What it is and what it does
The Siemens 3RV2011-1DA40 is a SIRIUS motor protection circuit breaker designed to protect motor branch circuits against overload and short-circuit. It trips in CLASS 10, meaning it clears an overload within 10 seconds at 7.2× the thermal setting — fast enough to protect standard induction motors during a stalled-rotor event. The breaker is rated for a rated value of 20 to 690 V and delivers a short-circuit breaking capacity of 100 kA at 400 V, which safely interrupts fault currents up to that level without upstream fuses needing to clear first. Phase failure detection is built in, so a lost phase on the line side trips the breaker — no separate phase-monitor relay needed. Ground fault detection is not included, so if that's required, you'd add an external GFI module upstream.
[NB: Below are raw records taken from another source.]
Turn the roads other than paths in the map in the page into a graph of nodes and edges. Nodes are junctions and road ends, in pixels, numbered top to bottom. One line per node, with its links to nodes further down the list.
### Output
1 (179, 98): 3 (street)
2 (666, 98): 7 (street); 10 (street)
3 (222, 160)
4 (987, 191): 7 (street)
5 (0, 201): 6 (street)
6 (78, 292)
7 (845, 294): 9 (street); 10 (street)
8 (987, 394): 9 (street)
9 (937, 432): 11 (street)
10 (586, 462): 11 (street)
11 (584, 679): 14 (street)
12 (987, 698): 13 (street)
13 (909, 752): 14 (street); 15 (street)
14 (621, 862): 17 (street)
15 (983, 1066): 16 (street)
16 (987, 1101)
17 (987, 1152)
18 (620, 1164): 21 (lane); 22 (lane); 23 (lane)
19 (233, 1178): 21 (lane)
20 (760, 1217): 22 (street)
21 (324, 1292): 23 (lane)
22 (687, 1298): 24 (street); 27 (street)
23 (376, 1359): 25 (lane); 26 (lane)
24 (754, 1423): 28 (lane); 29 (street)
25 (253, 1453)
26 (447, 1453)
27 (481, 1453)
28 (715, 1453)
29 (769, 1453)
Where it fits — panel and mounting
The breaker snaps onto a 35 mm standard mounting rail per DIN EN 60715, and also accepts screws for a fixed panel mount. Width is 45 mm, depth 97 mm, height 97 mm — a compact footprint that leaves room for adjacent devices. Mounting position is any orientation, which helps when the panel layout is tight. Clearance requirements: 50 mm above and below, 30 mm to the side, and zero clearance forward or backward — so you can tuck it against a backplate or door without derating. Main circuit connection uses ring cable lugs with M3 screws — typical for this class of motor protection breaker. The auxiliary contact block (if fitted) shares the same mounting rail and clips on the side.
What the ratings mean for your motor circuit
At 690 V the rating drops to 10 kA. The gL/gG fuse coordination values tell you what upstream fuse to use for selective coordination: at 400 V, a 25 A gL/gG fuse; at 500 V, a 32 A gL/gG; at 690 V, back to 25 A gL/gG. This keeps the breaker tripping on a fault without blowing the upstream fuse, so only the faulted branch drops out. Operating temperature range is -20 to +60 °C, with temperature compensation active over the same span — meaning the thermal trip curve stays accurate even in a hot enclosure near a drive or transformer. Storage and transport range is -50 to +80 °C.